# Similarity Search Benchmarking

These benchmarks were originally run on an early 2015 MacBook Pro with a 2.7 GHz dual-core i5 processor and 8GB of memory. 

They make use of a ChEMBL_27 dataset. 
## Setup Work
### Imports

In [2]:
import mongordkit
import time
import pymongo
import rdkit
import matplotlib
import matplotlib.pyplot as plt
import numpy as np
from os import sys
import pandas as pd
from rdkit import Chem
from statistics import mean, median
import mongomock
from rdkit.Chem import AllChem
from mongordkit.Database import write
from mongordkit.Search import similarity
from mongordkit import Search

### Database Setup
Here we set up a database called `test` that will hold our molecules. We will construct a collection called `molecules_100K` to hold the first 100,000 molecules in the ChEMBL_27 dataset and a collection called `molecules_1M` to hold the first 1,000,000 molecules in the ChEMBL_27 dataset. If you have already run benchmarks from `mongo-rdkit` on your local MongoDB instance, these should have been set up already.

In [3]:
# Initialize the client that will connect to the database.
client = pymongo.MongoClient()
db = client.test
chembl = '../../../chembl_27.sdf'

# Disable rdkit warnings
rdkit.RDLogger.DisableLog('rdApp.*')

In [None]:
# If necessary, write the first 100,000 compounds to molecules_100K.
if db.molecules_100K.count_documents({}) != 100000:
    write.WriteFromSDF(db.molecules_100K, chembl, chunk_size=1000, limit=100000)

In [None]:
# If necessary, write the first 1,000,000 compounds to molecules_1M.
if db.molecules_1M.count_documents({}) != 1000000:
    write.writeFromSDF(db.molecules_1M, chembl, chunk_size=1000, limit=1000000)

In [4]:
# Let's ensure that there are actually 100,000 and 1M documents in these collections, respectively.
print(f"In molecules_100K: {db.molecules_100K.count_documents({})} documents")
print(f"In molecules_1M: {db.molecules_1M.count_documents({})} documents")

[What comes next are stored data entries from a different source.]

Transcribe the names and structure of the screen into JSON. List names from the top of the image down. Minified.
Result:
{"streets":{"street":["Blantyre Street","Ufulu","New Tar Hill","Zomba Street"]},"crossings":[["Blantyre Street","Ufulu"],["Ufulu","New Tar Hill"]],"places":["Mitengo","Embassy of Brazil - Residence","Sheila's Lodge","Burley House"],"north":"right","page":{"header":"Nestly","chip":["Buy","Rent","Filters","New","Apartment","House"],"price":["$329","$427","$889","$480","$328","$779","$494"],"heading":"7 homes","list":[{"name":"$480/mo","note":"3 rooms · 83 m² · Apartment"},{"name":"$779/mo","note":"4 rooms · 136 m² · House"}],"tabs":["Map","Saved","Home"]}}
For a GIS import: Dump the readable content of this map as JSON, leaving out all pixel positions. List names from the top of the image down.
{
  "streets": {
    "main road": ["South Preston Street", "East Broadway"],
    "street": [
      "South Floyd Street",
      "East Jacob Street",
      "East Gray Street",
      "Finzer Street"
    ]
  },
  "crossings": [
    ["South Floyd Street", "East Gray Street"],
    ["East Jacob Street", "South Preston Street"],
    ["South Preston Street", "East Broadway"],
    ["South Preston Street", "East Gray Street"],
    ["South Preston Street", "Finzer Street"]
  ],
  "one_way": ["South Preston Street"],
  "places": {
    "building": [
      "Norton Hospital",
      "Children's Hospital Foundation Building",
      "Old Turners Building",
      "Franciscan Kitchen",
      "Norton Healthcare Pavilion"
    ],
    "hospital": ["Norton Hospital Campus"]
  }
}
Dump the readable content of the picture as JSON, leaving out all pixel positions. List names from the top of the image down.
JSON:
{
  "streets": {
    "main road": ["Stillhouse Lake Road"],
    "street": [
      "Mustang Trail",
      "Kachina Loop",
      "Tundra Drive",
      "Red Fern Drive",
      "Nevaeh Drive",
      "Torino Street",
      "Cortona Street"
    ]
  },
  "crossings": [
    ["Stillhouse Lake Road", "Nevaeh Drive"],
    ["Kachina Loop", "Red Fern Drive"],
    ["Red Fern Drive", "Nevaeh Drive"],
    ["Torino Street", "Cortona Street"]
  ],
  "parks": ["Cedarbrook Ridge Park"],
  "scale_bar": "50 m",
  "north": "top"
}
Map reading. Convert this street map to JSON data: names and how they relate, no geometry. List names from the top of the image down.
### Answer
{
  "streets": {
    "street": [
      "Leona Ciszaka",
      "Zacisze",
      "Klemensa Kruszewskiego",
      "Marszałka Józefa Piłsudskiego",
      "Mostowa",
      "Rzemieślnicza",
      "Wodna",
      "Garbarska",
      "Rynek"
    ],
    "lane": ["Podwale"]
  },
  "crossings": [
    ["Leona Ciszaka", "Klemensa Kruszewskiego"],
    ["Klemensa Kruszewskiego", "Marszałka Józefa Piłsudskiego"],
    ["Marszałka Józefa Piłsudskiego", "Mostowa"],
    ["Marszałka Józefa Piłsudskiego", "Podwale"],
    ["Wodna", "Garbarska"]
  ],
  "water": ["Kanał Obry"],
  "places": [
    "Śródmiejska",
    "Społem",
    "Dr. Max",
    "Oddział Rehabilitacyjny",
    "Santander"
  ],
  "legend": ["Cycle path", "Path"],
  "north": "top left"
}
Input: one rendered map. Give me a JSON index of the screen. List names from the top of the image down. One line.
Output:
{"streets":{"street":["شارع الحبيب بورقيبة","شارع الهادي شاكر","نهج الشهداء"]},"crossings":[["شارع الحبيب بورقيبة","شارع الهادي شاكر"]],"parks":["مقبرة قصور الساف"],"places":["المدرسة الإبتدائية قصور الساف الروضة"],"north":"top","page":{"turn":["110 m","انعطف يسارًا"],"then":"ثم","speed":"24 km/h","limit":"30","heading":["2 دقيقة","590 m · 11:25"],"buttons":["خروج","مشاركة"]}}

In molecules_100K: 100000 documents
In molecules_1M: 629512 documents


In [4]:
# Next, we have to prepare the database for search by adding in fingerprints and hash collections.
Search.PrepareForSearch(db, db.molecules_100K, db.molecules_100KCt, db.molecules_100KPm)
Search.PrepareForSearch(db, db.molecules_1M, db.molecules_1MCt, db.molecules_1MPm)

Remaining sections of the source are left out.